Saved data entries:
*** Begin section ***

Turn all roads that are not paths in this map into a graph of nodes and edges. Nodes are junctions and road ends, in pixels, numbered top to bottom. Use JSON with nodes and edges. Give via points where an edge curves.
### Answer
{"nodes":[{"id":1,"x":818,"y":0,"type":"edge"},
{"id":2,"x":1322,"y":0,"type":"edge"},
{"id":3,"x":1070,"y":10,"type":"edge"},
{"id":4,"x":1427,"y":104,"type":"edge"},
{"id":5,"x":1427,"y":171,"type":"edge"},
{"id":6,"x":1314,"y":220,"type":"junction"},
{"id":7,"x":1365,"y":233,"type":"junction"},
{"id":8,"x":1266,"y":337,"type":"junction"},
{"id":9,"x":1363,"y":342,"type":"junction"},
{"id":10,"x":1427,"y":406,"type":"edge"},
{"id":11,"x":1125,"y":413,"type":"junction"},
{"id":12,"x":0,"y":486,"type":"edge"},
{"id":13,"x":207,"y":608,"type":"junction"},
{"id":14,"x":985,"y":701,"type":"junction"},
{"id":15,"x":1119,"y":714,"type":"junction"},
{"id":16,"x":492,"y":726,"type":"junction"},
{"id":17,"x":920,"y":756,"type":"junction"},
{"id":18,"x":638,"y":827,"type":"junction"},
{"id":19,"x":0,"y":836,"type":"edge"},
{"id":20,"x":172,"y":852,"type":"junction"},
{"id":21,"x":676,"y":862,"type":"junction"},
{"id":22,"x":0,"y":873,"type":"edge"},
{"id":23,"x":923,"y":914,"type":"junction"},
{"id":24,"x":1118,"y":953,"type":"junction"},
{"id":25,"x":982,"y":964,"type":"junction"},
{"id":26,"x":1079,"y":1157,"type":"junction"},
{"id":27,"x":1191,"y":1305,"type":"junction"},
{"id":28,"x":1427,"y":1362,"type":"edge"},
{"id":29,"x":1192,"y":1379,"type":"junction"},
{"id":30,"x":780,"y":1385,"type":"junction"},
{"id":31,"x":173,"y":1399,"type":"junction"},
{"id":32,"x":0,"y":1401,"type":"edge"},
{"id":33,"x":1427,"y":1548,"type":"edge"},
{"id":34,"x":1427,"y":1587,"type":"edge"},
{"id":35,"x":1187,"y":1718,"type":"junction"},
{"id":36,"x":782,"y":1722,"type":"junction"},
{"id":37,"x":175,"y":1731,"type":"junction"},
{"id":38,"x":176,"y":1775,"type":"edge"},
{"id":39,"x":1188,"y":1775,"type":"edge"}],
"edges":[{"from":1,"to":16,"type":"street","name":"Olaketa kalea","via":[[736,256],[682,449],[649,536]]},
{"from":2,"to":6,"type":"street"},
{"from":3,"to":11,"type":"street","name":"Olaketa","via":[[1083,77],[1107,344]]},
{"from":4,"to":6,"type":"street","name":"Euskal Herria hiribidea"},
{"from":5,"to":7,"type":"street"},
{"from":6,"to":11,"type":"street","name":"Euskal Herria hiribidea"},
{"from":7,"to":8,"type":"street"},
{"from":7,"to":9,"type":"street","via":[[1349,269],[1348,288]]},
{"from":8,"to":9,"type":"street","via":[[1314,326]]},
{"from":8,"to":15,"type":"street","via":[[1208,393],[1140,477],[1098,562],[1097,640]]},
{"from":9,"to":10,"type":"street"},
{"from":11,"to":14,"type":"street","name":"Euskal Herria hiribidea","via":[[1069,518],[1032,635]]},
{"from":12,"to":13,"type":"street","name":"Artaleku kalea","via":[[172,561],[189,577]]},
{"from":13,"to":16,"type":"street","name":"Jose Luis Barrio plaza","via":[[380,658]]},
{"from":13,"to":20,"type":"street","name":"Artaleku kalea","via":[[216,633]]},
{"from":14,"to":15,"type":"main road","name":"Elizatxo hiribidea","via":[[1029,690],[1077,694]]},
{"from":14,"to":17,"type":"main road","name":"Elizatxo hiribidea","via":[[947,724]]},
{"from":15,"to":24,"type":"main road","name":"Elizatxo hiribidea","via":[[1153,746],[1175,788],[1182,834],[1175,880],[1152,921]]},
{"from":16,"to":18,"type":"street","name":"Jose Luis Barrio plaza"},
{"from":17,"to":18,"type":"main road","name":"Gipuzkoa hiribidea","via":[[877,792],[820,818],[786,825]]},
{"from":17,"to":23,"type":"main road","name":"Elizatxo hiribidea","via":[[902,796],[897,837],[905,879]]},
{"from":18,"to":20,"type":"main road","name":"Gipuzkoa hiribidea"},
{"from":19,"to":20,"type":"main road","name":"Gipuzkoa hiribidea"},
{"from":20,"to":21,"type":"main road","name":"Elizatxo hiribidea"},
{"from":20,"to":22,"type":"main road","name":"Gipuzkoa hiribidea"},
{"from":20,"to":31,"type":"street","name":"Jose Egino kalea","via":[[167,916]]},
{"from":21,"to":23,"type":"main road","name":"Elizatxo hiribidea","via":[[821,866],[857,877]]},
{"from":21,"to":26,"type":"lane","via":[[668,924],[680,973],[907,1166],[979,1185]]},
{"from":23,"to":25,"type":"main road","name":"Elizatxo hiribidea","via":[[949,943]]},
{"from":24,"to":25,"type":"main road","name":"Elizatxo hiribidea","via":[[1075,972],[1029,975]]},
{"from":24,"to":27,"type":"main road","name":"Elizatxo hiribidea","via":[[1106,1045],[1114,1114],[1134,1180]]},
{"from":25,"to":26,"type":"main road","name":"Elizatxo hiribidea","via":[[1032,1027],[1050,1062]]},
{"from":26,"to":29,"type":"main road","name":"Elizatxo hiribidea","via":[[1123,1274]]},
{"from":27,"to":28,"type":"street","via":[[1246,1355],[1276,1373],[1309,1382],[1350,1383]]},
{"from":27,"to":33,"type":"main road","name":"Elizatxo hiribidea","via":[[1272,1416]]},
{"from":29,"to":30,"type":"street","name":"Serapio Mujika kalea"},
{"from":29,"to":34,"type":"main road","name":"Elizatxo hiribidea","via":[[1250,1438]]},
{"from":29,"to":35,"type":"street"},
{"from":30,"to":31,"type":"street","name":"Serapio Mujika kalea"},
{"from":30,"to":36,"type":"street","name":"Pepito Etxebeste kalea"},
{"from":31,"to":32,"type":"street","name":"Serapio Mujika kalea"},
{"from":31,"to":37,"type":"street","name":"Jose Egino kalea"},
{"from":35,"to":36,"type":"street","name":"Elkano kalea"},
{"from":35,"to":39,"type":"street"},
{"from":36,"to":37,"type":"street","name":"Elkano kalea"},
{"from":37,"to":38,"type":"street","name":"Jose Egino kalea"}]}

*** End section ***

Check each line above for the string "Euskal" and show the ones that have it.

RESPONSE TO THIS EXERCISE:
{"from":4,"to":6,"type":"street","name":"Euskal Herria hiribidea"},
{"from":6,"to":11,"type":"street","name":"Euskal Herria hiribidea"},
{"from":11,"to":14,"type":"street","name":"Euskal Herria hiribidea","via":[[1069,518],[1032,635]]},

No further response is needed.